- _Description of the task_: All of the entries below should be copied exactly as they appear.

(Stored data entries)
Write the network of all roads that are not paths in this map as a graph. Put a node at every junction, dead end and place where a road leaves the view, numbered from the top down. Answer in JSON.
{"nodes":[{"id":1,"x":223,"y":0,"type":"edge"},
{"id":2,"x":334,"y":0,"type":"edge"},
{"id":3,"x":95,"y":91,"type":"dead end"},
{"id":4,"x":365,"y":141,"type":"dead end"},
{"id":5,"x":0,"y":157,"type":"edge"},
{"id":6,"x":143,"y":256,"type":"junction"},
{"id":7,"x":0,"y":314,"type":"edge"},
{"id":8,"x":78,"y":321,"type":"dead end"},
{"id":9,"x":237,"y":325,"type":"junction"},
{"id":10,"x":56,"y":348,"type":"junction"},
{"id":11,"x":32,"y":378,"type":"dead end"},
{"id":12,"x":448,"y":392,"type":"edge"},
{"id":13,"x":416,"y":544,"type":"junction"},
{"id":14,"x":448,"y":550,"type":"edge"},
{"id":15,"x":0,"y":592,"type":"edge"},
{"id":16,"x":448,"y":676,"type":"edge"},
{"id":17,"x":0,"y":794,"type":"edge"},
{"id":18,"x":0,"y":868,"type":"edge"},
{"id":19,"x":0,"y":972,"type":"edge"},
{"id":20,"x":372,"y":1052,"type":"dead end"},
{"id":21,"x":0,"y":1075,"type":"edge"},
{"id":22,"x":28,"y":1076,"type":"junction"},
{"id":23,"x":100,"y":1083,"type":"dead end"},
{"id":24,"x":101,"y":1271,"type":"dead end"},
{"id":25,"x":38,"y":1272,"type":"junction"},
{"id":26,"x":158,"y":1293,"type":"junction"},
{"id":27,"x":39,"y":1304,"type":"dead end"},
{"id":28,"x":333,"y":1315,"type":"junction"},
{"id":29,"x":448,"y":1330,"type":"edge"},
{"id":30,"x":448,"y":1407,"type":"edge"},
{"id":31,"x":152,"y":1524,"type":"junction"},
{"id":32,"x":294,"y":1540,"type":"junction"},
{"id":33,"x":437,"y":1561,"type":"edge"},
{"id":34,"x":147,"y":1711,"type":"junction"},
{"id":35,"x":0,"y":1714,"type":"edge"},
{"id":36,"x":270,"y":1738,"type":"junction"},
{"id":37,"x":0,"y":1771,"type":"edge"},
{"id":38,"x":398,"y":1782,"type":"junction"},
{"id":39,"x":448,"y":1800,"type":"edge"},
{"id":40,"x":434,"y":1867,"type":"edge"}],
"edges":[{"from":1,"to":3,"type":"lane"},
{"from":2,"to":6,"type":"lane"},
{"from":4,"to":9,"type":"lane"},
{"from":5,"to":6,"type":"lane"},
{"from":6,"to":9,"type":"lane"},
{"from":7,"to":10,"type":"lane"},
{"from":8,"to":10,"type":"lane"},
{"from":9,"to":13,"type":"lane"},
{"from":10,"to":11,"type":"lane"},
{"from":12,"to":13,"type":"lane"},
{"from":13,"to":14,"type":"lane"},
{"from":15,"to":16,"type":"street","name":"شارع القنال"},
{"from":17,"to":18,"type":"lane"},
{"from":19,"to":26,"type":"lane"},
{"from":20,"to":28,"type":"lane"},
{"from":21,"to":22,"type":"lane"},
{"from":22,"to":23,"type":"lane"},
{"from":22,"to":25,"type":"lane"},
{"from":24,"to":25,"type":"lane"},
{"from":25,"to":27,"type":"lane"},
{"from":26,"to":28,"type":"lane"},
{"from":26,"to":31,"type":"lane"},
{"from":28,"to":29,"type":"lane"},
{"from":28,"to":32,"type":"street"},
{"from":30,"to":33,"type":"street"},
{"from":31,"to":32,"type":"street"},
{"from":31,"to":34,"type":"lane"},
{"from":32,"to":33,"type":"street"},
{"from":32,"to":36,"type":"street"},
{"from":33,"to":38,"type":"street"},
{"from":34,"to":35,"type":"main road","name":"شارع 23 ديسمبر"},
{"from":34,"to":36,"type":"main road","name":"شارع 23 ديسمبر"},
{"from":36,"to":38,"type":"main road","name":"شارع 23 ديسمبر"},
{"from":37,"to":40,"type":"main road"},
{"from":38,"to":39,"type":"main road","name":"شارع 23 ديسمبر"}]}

- _Output for this exercise_:
Write the network of all roads that are not paths in this map as a graph. Put a node at every junction, dead end and place where a road leaves the view, numbered from the top down. Answer in JSON.
{"nodes":[{"id":1,"x":223,"y":0,"type":"edge"},
{"id":2,"x":334,"y":0,"type":"edge"},
{"id":3,"x":95,"y":91,"type":"dead end"},
{"id":4,"x":365,"y":141,"type":"dead end"},
{"id":5,"x":0,"y":157,"type":"edge"},
{"id":6,"x":143,"y":256,"type":"junction"},
{"id":7,"x":0,"y":314,"type":"edge"},
{"id":8,"x":78,"y":321,"type":"dead end"},
{"id":9,"x":237,"y":325,"type":"junction"},
{"id":10,"x":56,"y":348,"type":"junction"},
{"id":11,"x":32,"y":378,"type":"dead end"},
{"id":12,"x":448,"y":392,"type":"edge"},
{"id":13,"x":416,"y":544,"type":"junction"},
{"id":14,"x":448,"y":550,"type":"edge"},
{"id":15,"x":0,"y":592,"type":"edge"},
{"id":16,"x":448,"y":676,"type":"edge"},
{"id":17,"x":0,"y":794,"type":"edge"},
{"id":18,"x":0,"y":868,"type":"edge"},
{"id":19,"x":0,"y":972,"type":"edge"},
{"id":20,"x":372,"y":1052,"type":"dead end"},
{"id":21,"x":0,"y":1075,"type":"edge"},
{"id":22,"x":28,"y":1076,"type":"junction"},
{"id":23,"x":100,"y":1083,"type":"dead end"},
{"id":24,"x":101,"y":1271,"type":"dead end"},
{"id":25,"x":38,"y":1272,"type":"junction"},
{"id":26,"x":158,"y":1293,"type":"junction"},
{"id":27,"x":39,"y":1304,"type":"dead end"},
{"id":28,"x":333,"y":1315,"type":"junction"},
{"id":29,"x":448,"y":1330,"type":"edge"},
{"id":30,"x":448,"y":1407,"type":"edge"},
{"id":31,"x":152,"y":1524,"type":"junction"},
{"id":32,"x":294,"y":1540,"type":"junction"},
{"id":33,"x":437,"y":1561,"type":"edge"},
{"id":34,"x":147,"y":1711,"type":"junction"},
{"id":35,"x":0,"y":1714,"type":"edge"},
{"id":36,"x":270,"y":1738,"type":"junction"},
{"id":37,"x":0,"y":1771,"type":"edge"},
{"id":38,"x":398,"y":1782,"type":"junction"},
{"id":39,"x":448,"y":1800,"type":"edge"},
{"id":40,"x":434,"y":1867,"type":"edge"}],
"edges":[{"from":1,"to":3,"type":"lane"},
{"from":2,"to":6,"type":"lane"},
{"from":4,"to":9,"type":"lane"},
{"from":5,"to":6,"type":"lane"},
{"from":6,"to":9,"type":"lane"},
{"from":7,"to":10,"type":"lane"},
{"from":8,"to":10,"type":"lane"},
{"from":9,"to":13,"type":"lane"},
{"from":10,"to":11,"type":"lane"},
{"from":12,"to":13,"type":"lane"},
{"from":13,"to":14,"type":"lane"},
{"from":15,"to":16,"type":"street","name":"شارع القنال"},
{"from":17,"to":18,"type":"lane"},
{"from":19,"to":26,"type":"lane"},
{"from":20,"to":28,"type":"lane"},
{"from":21,"to":22,"type":"lane"},
{"from":22,"to":23,"type":"lane"},
{"from":22,"to":25,"type":"lane"},
{"from":24,"to":25,"type":"lane"},
{"from":25,"to":27,"type":"lane"},
{"from":26,"to":28,"type":"lane"},
{"from":26,"to":31,"type":"lane"},
{"from":28,"to":29,"type":"lane"},
{"from":28,"to":32,"type":"street"},
{"from":30,"to":33,"type":"street"},
{"from":31,"to":32,"type":"street"},
{"from":31,"to":34,"type":"lane"},
{"from":32,"to":33,"type":"street"},
{"from":32,"to":36,"type":"street"},
{"from":33,"to":38,"type":"street"},
{"from":34,"to":35,"type":"main road","name":"شارع 23 ديسمبر"},
{"from":34,"to":36,"type":"main road","name":"شارع 23 ديسمبر"},
{"from":36,"to":38,"type":"main road","name":"شارع 23 ديسمبر"},
{"from":37,"to":40,"type":"main road"},
{"from":38,"to":39,"type":"main road","name":"شارع 23 ديسمبر"}]}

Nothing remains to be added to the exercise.